EXERCISE AIM:
An exact copy of every entry below is required, and no picture may appear in it.
::::::
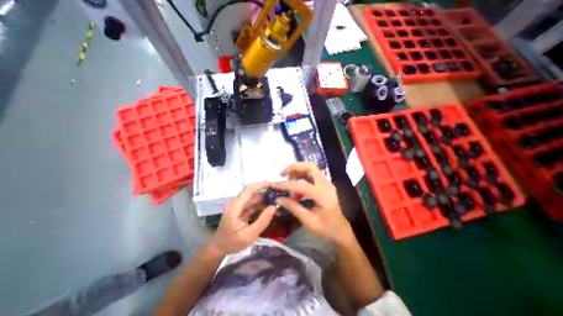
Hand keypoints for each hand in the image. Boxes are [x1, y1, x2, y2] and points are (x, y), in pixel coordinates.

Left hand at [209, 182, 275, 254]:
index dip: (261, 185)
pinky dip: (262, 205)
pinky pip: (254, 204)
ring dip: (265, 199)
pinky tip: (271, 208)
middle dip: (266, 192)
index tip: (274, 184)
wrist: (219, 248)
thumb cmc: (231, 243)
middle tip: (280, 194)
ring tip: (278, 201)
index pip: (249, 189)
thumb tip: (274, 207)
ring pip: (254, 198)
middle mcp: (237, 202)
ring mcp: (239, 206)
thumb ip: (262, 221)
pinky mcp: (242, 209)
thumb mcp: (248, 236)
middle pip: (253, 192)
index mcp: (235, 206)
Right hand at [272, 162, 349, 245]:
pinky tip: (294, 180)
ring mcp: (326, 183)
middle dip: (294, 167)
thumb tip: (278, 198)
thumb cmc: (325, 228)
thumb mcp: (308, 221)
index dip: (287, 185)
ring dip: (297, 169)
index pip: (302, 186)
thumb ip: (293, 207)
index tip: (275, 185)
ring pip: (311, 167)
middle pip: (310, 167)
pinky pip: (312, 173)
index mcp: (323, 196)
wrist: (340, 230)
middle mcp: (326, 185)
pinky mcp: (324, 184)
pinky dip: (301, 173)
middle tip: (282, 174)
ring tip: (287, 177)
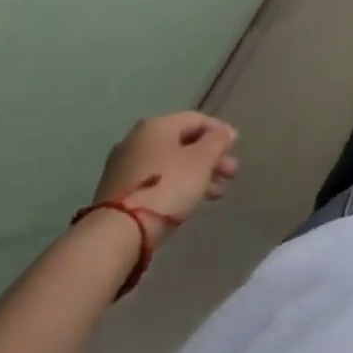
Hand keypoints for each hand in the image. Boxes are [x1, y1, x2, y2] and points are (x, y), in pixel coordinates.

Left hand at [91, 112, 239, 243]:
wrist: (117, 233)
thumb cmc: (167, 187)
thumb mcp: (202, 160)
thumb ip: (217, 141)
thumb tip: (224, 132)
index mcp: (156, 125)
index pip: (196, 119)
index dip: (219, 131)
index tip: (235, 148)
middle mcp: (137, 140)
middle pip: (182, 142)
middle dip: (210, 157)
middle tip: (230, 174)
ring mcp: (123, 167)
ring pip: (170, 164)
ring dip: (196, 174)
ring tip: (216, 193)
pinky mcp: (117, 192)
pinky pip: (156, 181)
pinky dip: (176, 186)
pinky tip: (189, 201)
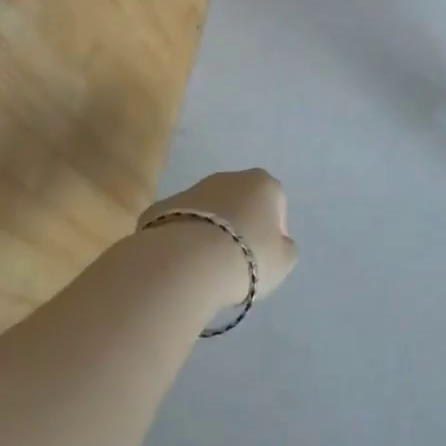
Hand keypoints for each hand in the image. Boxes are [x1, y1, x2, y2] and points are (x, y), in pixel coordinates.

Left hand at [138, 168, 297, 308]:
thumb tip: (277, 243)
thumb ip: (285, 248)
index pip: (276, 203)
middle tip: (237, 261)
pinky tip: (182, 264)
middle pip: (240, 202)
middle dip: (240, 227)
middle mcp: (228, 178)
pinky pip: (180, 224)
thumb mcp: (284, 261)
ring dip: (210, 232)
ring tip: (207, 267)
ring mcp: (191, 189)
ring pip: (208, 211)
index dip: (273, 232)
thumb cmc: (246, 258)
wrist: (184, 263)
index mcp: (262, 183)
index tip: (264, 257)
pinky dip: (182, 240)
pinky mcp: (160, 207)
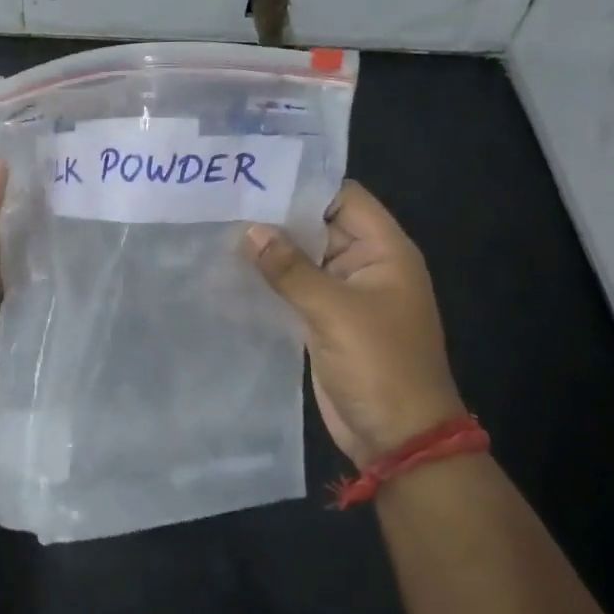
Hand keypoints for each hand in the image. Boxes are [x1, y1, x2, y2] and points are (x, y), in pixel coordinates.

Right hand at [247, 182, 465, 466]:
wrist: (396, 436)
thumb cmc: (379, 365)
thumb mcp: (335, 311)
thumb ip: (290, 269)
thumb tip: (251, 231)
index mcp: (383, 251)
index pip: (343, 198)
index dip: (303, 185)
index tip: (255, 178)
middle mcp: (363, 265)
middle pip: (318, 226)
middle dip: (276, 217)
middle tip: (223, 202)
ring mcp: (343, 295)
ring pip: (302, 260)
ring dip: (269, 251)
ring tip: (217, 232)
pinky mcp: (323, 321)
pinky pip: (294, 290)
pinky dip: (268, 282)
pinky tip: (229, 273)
::::::
RESPONSE TO THIS EXERCISE:
Hand keypoints for each hand in the image. Boxes are [x1, y1, x2, y2] and points are (x, y), in pixel coordinates.

Left hand at [209, 182, 275, 254]:
index dip: (261, 185)
pinky dip: (262, 205)
pinky pip: (254, 204)
ring dip: (265, 199)
pinky tip: (271, 208)
middle dip: (266, 192)
index tip: (274, 184)
wrist: (219, 248)
thumb cmc: (231, 243)
middle tip: (280, 194)
ring tip: (278, 201)
index pip: (249, 189)
thumb tip: (274, 207)
ring pip: (254, 198)
middle mcp: (237, 202)
ring mcp: (239, 206)
thumb ip: (262, 221)
pinky mcp: (242, 209)
thumb mcp: (248, 236)
middle pip: (253, 192)
index mcp: (235, 206)
Right hand at [272, 162, 349, 245]:
pinky tip: (294, 180)
ring mcp: (326, 183)
middle dip: (294, 167)
thumb tip: (278, 198)
thumb cmc: (325, 228)
thumb mcp: (308, 221)
index dip: (287, 185)
ring dip: (297, 169)
index pip: (302, 186)
thumb ip: (293, 207)
index tip: (275, 185)
ring pip: (311, 167)
middle pip: (310, 167)
pinky pip: (312, 173)
index mcp: (323, 196)
wrist: (340, 230)
middle mcp: (326, 185)
pinky mcp: (324, 184)
pinky dip: (301, 173)
middle tip: (282, 174)
ring tip: (287, 177)
Hand keypoints for each hand in the image. Boxes are [x1, y1, x2, y2] and points are (x, y), in pixel coordinates.

Left hand at [91, 112, 239, 243]:
wrist: (117, 233)
thumb cmc: (167, 187)
thumb mcp: (202, 160)
thumb ip: (217, 141)
thumb tip: (224, 132)
index mcp: (156, 125)
index pip: (196, 119)
index dip: (219, 131)
index tip: (235, 148)
middle mcp: (137, 140)
middle pip: (182, 142)
middle dip: (210, 157)
middle tip: (230, 174)
ring mcp: (123, 167)
ring pip: (170, 164)
ring dip: (196, 174)
ring tip: (216, 193)
pinky mcp: (117, 192)
pinky pip: (156, 181)
pinky dip: (176, 186)
pinky tip: (189, 201)
Hand keypoints for each hand in the image. Boxes are [x1, y1, x2, y2] and points are (x, y), in pixel coordinates.

Left hand at [138, 168, 297, 308]:
thumb tip: (277, 243)
thumb ip: (285, 248)
index pip: (276, 203)
middle tip: (237, 261)
pinky tip: (182, 264)
middle pip: (240, 202)
middle dip: (240, 227)
middle mcp: (228, 178)
pinky pip: (180, 224)
thumb mcp: (284, 261)
ring dip: (210, 232)
ring tip: (207, 267)
ring mcp: (191, 189)
ring pip: (208, 211)
index dip: (273, 232)
thumb cmc: (246, 258)
wrist: (184, 263)
index mcp: (262, 183)
index tip: (264, 257)
pinky dip: (182, 240)
pinky mcp: (160, 207)
Hand keypoints for each hand in the image. Boxes are [x1, y1, x2, y2] and points are (x, y), in pixel coordinates.

Right hand at [247, 182, 465, 466]:
wrist: (396, 436)
thumb cmc: (379, 365)
thumb mcp: (335, 311)
thumb ip: (290, 269)
thumb tip: (251, 231)
index mcp: (383, 251)
index pip: (343, 198)
index dip: (303, 185)
index tip: (255, 178)
middle mcp: (363, 265)
middle pip: (318, 226)
middle dip: (276, 217)
middle tip: (223, 202)
ring mcp: (343, 295)
ring pip: (302, 260)
ring dip: (269, 251)
ring tip: (217, 232)
pinky mcp: (323, 321)
pinky pip: (294, 290)
pinky dip: (268, 282)
pinky tip: (229, 273)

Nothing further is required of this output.